We performed all procedures in the EP laboratory. For this approach a similar rate of complications and mortality has been described by Franceschi et al. compared to TLE in the operating room24. Compared to Franceschi we experienced a lower major complication rate with a similar success rate with our routinely used progressive invasive stepwise extraction approach. This approach and its success was not influenced by the choice of sedation. Compared to data published by Kancharla et al., our cohort was at an intermediate-high risk25. In low, intermediate and high risk cases it can be reasonable to perform TLE in the EP laboratory with equipment present but without anaesthesiology availability within 2 min due to very low complication rates with our approach. In cases at very high risk (lead dwelling time > 10 years, passive fixation leads and in cases with indication for conversion to open chest extraction if transvenous TLE fails), it seems reasonable to perform TLE in a hybrid operation room with anaesthesiologic and cardiac surgical support present in the room.

Limitation

In our single-center experience with a sufficient number of patients we neither compared DS with GA, nor did we compare different opioid medications or sedatives for DS. Our results therefore reflect only our experience with our standard approach.
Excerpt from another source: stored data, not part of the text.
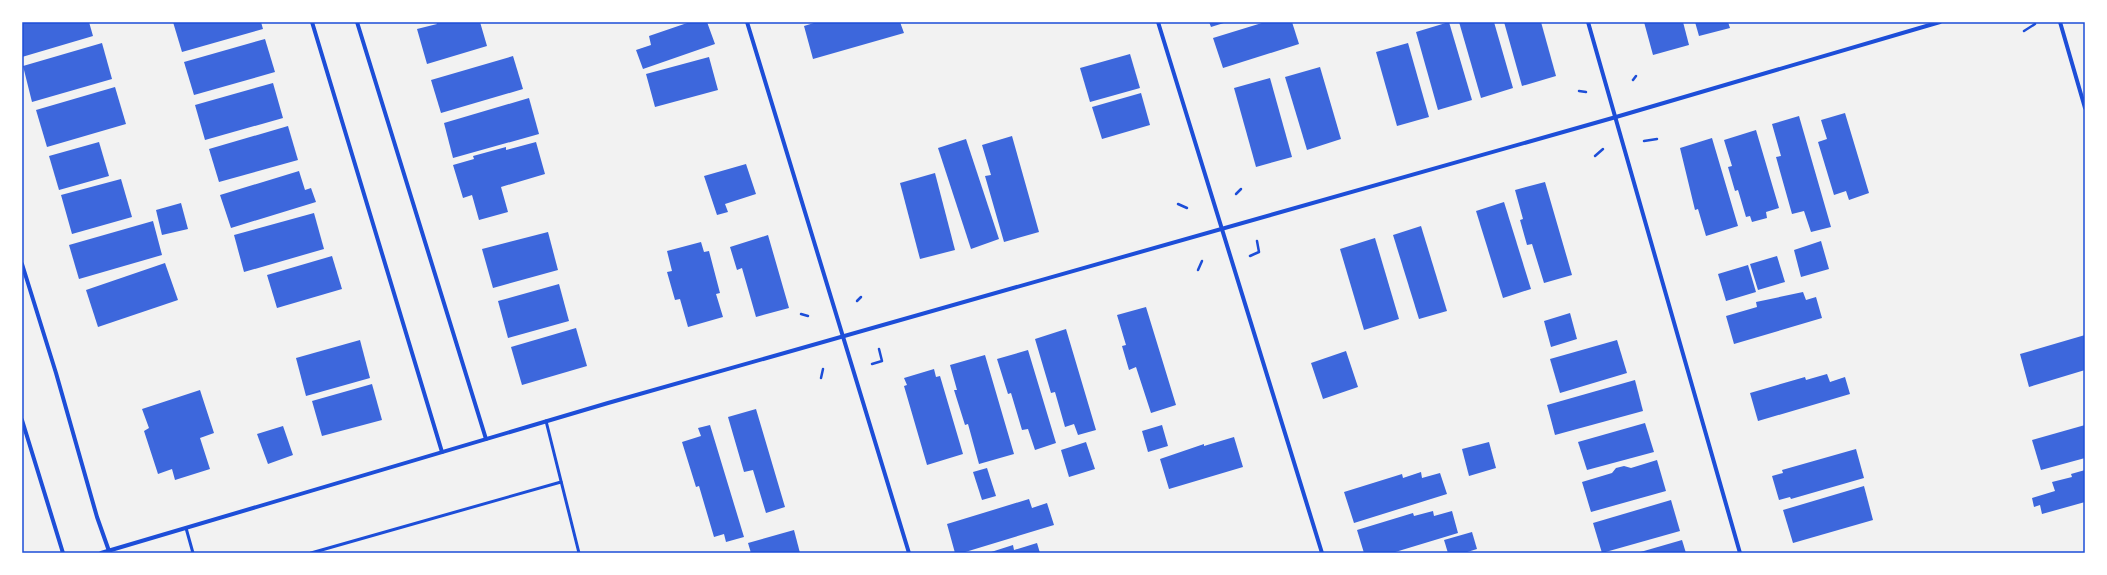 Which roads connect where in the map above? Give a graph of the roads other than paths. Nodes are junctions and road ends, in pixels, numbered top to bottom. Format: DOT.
graph roads {
  1 [pos="312,22"];
  2 [pos="357,22"];
  3 [pos="747,22"];
  4 [pos="1158,22"];
  5 [pos="1588,22"];
  6 [pos="1940,22"];
  7 [pos="2060,22"];
  8 [pos="2085,108"];
  9 [pos="1616,117"];
  10 [pos="1221,228"];
  11 [pos="22,264"];
  12 [pos="842,337"];
  13 [pos="22,420"];
  14 [pos="546,421"];
  15 [pos="486,439"];
  16 [pos="442,452"];
  17 [pos="561,482"];
  18 [pos="186,528"];
  19 [pos="109,550"];
  20 [pos="63,553"];
  21 [pos="101,553"];
  22 [pos="193,553"];
  23 [pos="311,553"];
  24 [pos="579,553"];
  25 [pos="909,553"];
  26 [pos="1322,553"];
  27 [pos="1740,553"];
  1 -- 16 [label="street"];
  2 -- 15 [label="street"];
  3 -- 12 [label="street"];
  4 -- 10 [label="street"];
  5 -- 9 [label="street"];
  6 -- 9 [label="street"];
  7 -- 8 [label="street"];
  9 -- 10 [label="street"];
  9 -- 27 [label="street"];
  10 -- 12 [label="street"];
  10 -- 26 [label="street"];
  11 -- 19 [label="street"];
  12 -- 14 [label="street"];
  12 -- 25 [label="street"];
  13 -- 20 [label="street"];
  14 -- 15 [label="street"];
  14 -- 17 [label="lane"];
  15 -- 16 [label="street"];
  16 -- 18 [label="street"];
  17 -- 23 [label="lane"];
  17 -- 24 [label="lane"];
  18 -- 19 [label="street"];
  18 -- 22 [label="lane"];
  19 -- 21 [label="street"];
}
Further randomized studies are required to compare GA and DS for TLE according to risk stratification.

Conclusion

For experienced centres with established routines for DS in complex cardiac procedures, DS appears feasible and safe for TLE in the EP laboratory. Risk stratification needs to be considered to identify patients who need further support during the procedure. Further randomized studies are required to support our results and identify patients that might require GA.